Approximate Likelihood-Based Inference for Spatial Generalized Linear Mixed Models

TL;DR

This paper develops an efficient maximum likelihood estimation method for spatial generalized linear mixed models using Gaussian process approximations, improving inference accuracy and computational efficiency.

Contribution

It introduces a refined stochastic Newton-Raphson algorithm with a new stopping criterion and compares spectral Gaussian process and SPDE approximations against Bayesian methods.

Findings

HSGP provides good coverage for smooth fields but less so for rough fields.

SPDE with stochastic maximum likelihood maintains nominal coverage and outperforms some Bayesian methods.
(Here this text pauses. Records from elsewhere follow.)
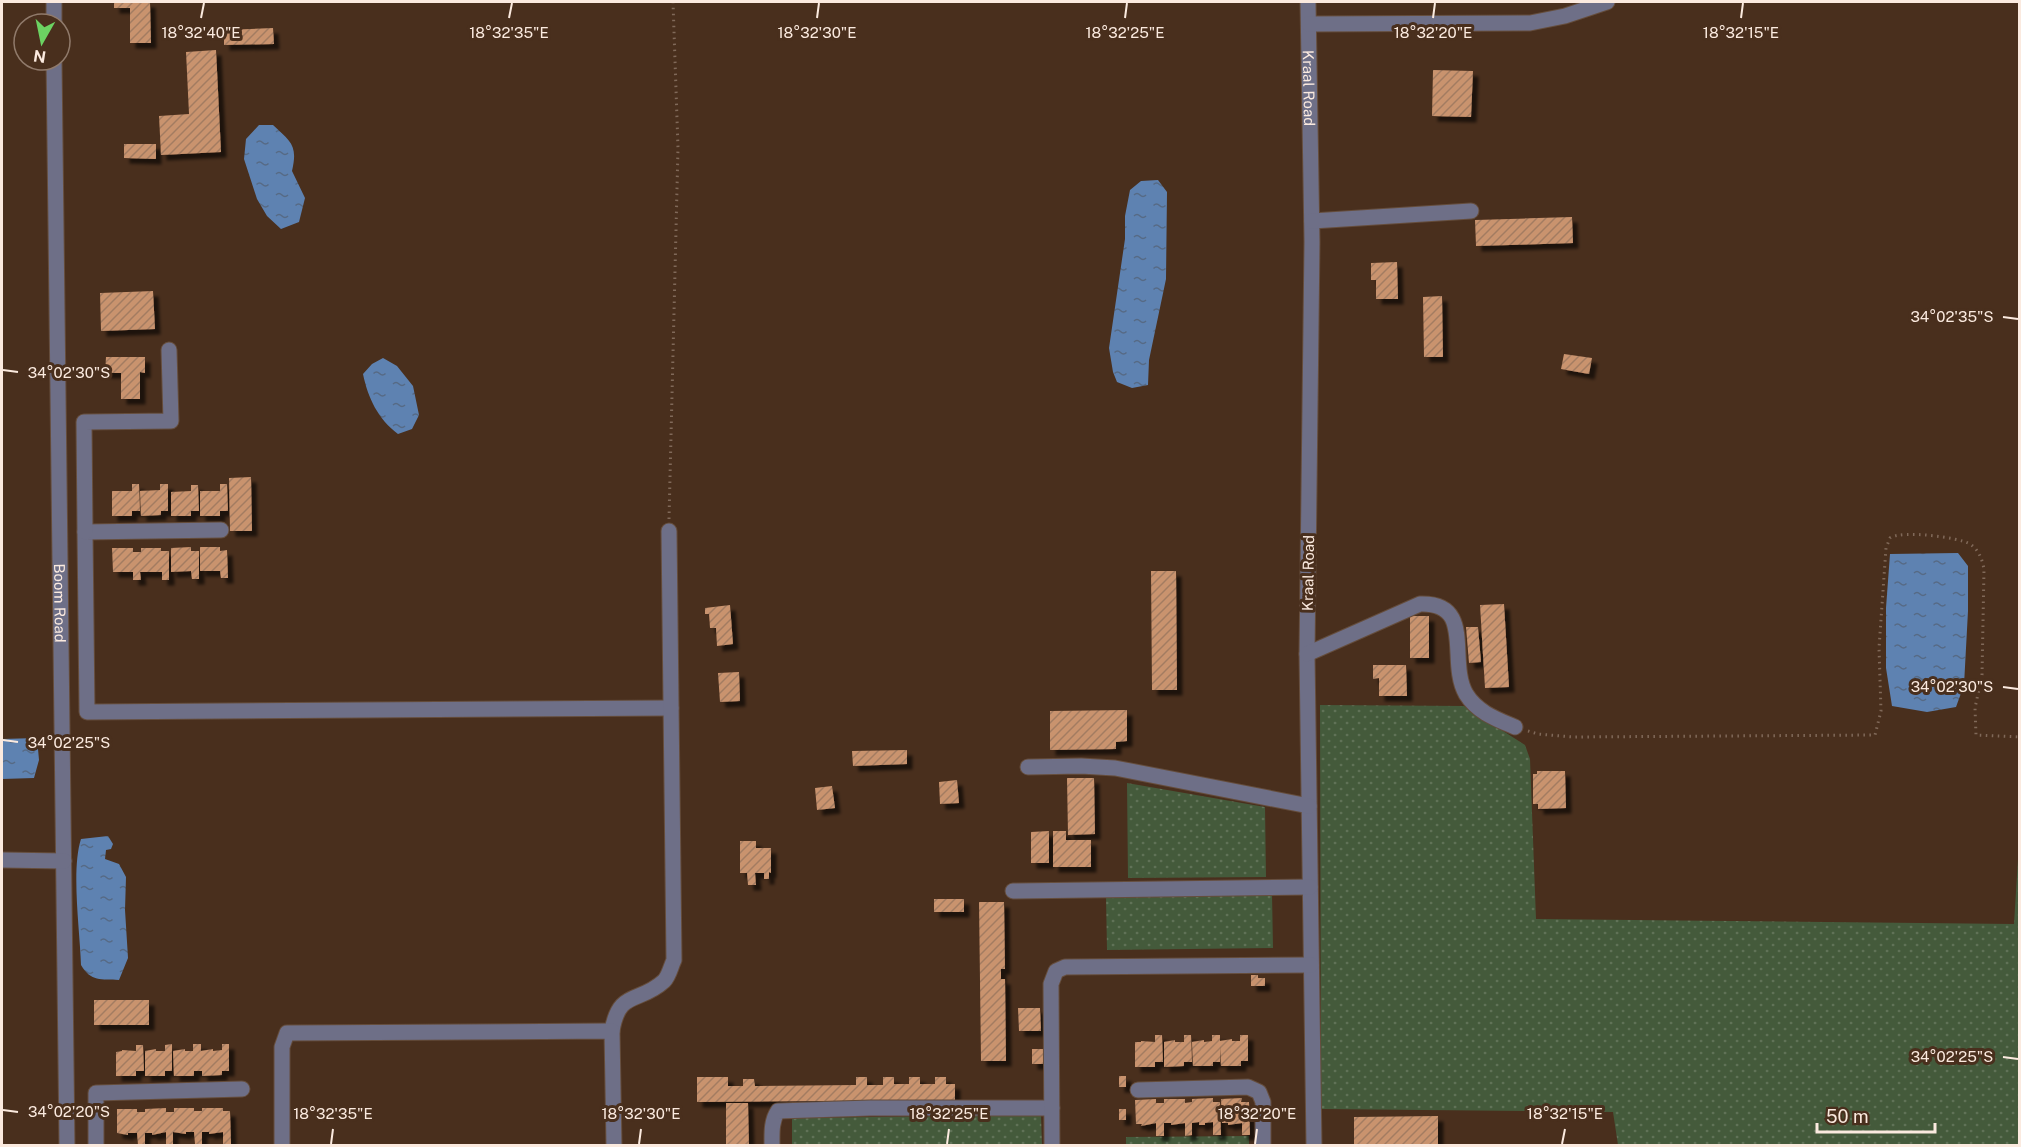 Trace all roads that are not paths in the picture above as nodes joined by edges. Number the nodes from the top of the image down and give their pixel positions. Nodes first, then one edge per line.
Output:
1 (1308, 2) edge
2 (1607, 2) edge
3 (1309, 24) junction
4 (54, 72) edge
5 (1471, 211) dead end
6 (1312, 221) junction
7 (169, 350) dead end
8 (220, 530) dead end
9 (669, 531) road end
10 (85, 532) junction
11 (1307, 654) junction
12 (671, 708) junction
13 (62, 709) junction
14 (87, 712) junction
15 (1515, 727) road end
16 (1028, 767) dead end
17 (1309, 806) junction
18 (2, 860) edge
19 (64, 861) junction
20 (1310, 887) junction
21 (1013, 891) dead end
22 (1311, 965) junction
23 (612, 1031) junction
24 (242, 1089) dead end
25 (1138, 1090) dead end
26 (1052, 1108) junction
27 (67, 1146) edge
28 (96, 1146) edge
29 (282, 1146) edge
30 (614, 1146) edge
31 (772, 1146) edge
32 (1052, 1146) edge
33 (1263, 1146) edge
34 (1314, 1146) edge

1 - 3 street, Kraal Road
2 - 3 street
3 - 6 street, Kraal Road
4 - 13 street, Boom Road
5 - 6 street
6 - 11 street, Kraal Road
7 - 10 street
8 - 10 street
9 - 12 street
10 - 14 street
11 - 15 street
11 - 17 street, Kraal Road
12 - 14 street
12 - 23 street
13 - 14 street
13 - 19 street, Boom Road
16 - 17 street
17 - 20 street, Kraal Road
18 - 19 street
19 - 27 street, Boom Road
20 - 21 street
20 - 22 street, Kraal Road
22 - 26 street
22 - 34 street, Kraal Road
23 - 29 street
23 - 30 street
24 - 28 street
25 - 33 street
26 - 31 street
26 - 32 street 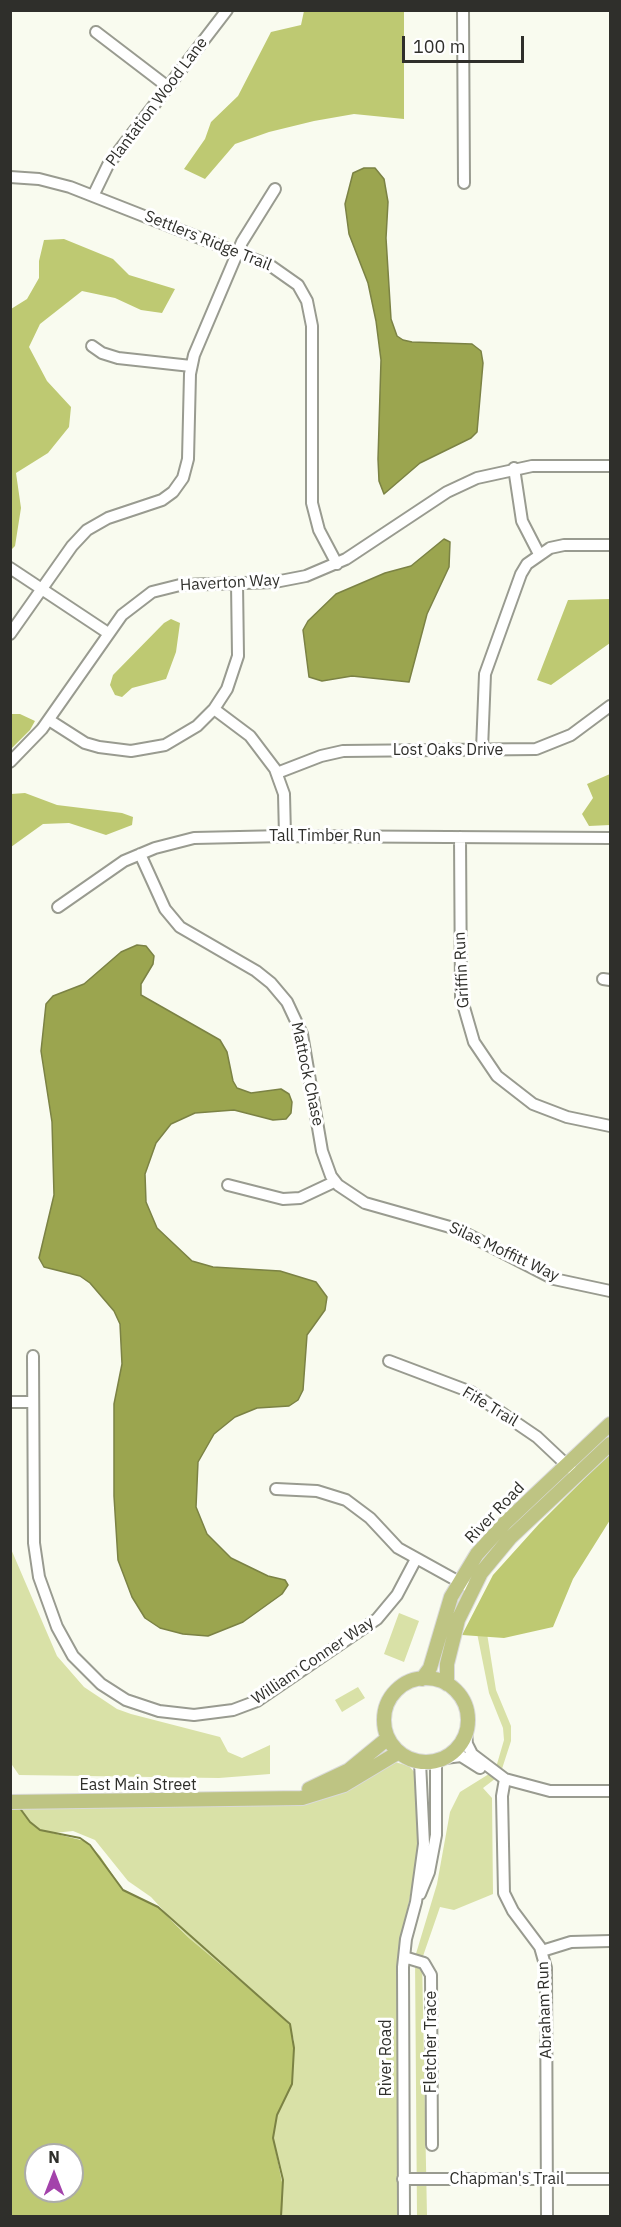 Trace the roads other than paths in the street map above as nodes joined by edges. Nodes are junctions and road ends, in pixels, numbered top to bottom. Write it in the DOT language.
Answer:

The proposed methods reduce computational costs while maintaining inference accuracy.

Abstract

We study maximum likelihood estimation for spatial generalized linear mixed models with Gaussian process approximations using a stochastic Newton-Raphson algorithm. We consider two Gaussian Process approximations in this context: spectral Gaussian process approximations and stochastic partial differential equations (SPDE). We refine the stochastic maximum likelihood algorithm and we propose a new stopping criterion for efficient termination to prevent long runs of sampling in the stationary post-convergence phase and a Monte Carlo estimator of fixed effect standard errors. We run a series of simulation comparisons of spatial statistical models alongside the popular Bayesian integrated nested Laplacian approximation method which incorporates SPDE. We show that HSGP provides nominal coverage of fixed and random effect parameters with smooth latent fields but performance degrades for rough fields. SPDE in a stochastic maximum likelihood framework maintains nominal coverage and matches or improves upon the performance of Bayesian integrated nested Laplacian approximation.